» WORK ORDER
Starting at the line containing "ring dip: (935, 299)" and ending at the line containing "middle mcp: (899, 289)", print every line of the material below exactly, both ends included, and stop there.

» MATERIAL FOR THE TASK
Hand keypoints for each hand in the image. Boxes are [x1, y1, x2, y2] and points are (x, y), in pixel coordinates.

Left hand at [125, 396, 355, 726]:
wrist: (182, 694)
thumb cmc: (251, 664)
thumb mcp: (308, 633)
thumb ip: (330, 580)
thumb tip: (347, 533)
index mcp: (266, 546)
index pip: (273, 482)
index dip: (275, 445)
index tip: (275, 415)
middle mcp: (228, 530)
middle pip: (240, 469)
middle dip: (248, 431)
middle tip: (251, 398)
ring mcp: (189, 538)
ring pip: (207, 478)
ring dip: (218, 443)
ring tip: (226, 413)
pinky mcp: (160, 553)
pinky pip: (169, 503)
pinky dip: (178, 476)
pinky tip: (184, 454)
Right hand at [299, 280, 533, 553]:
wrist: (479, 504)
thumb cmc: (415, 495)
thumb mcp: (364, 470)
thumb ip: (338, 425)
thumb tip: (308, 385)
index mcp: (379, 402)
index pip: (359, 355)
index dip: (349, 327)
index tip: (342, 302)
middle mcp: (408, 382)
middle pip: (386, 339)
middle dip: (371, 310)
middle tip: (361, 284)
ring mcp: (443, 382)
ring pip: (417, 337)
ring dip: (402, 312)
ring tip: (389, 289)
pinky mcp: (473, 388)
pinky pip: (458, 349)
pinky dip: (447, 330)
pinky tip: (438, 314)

---

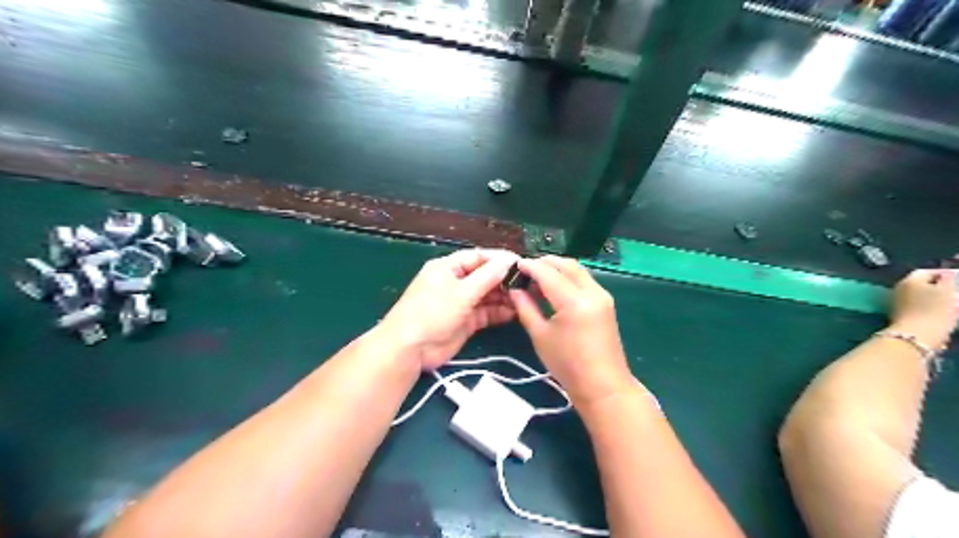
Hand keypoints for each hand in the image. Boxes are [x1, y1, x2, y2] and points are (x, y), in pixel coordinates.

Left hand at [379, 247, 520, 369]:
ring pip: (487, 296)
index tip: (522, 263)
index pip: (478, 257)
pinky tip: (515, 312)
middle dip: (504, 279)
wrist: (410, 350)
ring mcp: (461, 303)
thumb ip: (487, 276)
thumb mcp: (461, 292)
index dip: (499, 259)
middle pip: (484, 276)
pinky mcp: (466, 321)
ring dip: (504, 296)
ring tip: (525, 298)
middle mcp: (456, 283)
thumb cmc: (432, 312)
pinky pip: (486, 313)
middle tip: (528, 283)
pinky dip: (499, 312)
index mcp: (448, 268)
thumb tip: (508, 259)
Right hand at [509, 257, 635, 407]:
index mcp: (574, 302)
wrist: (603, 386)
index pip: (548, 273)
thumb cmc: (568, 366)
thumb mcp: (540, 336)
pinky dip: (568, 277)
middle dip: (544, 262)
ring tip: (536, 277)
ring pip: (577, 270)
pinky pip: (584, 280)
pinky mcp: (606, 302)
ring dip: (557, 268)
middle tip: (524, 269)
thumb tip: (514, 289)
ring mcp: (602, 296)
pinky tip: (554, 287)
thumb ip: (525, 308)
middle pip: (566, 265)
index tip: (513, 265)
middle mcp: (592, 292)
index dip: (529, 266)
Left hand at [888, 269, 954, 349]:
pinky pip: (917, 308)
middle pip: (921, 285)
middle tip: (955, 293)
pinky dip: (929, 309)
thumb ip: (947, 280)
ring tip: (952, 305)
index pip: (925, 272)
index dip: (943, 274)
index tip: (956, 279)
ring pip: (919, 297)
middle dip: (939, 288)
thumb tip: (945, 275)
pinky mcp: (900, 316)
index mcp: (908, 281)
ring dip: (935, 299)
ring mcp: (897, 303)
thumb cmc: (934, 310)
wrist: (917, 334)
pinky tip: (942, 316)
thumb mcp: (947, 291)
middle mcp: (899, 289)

» FINISHED EXERCISE
ring dip: (935, 299)
ring mcp: (897, 303)
thumb cmc: (934, 310)
wrist: (917, 334)
pinky tip: (942, 316)
thumb mcp: (947, 291)
middle mcp: (899, 289)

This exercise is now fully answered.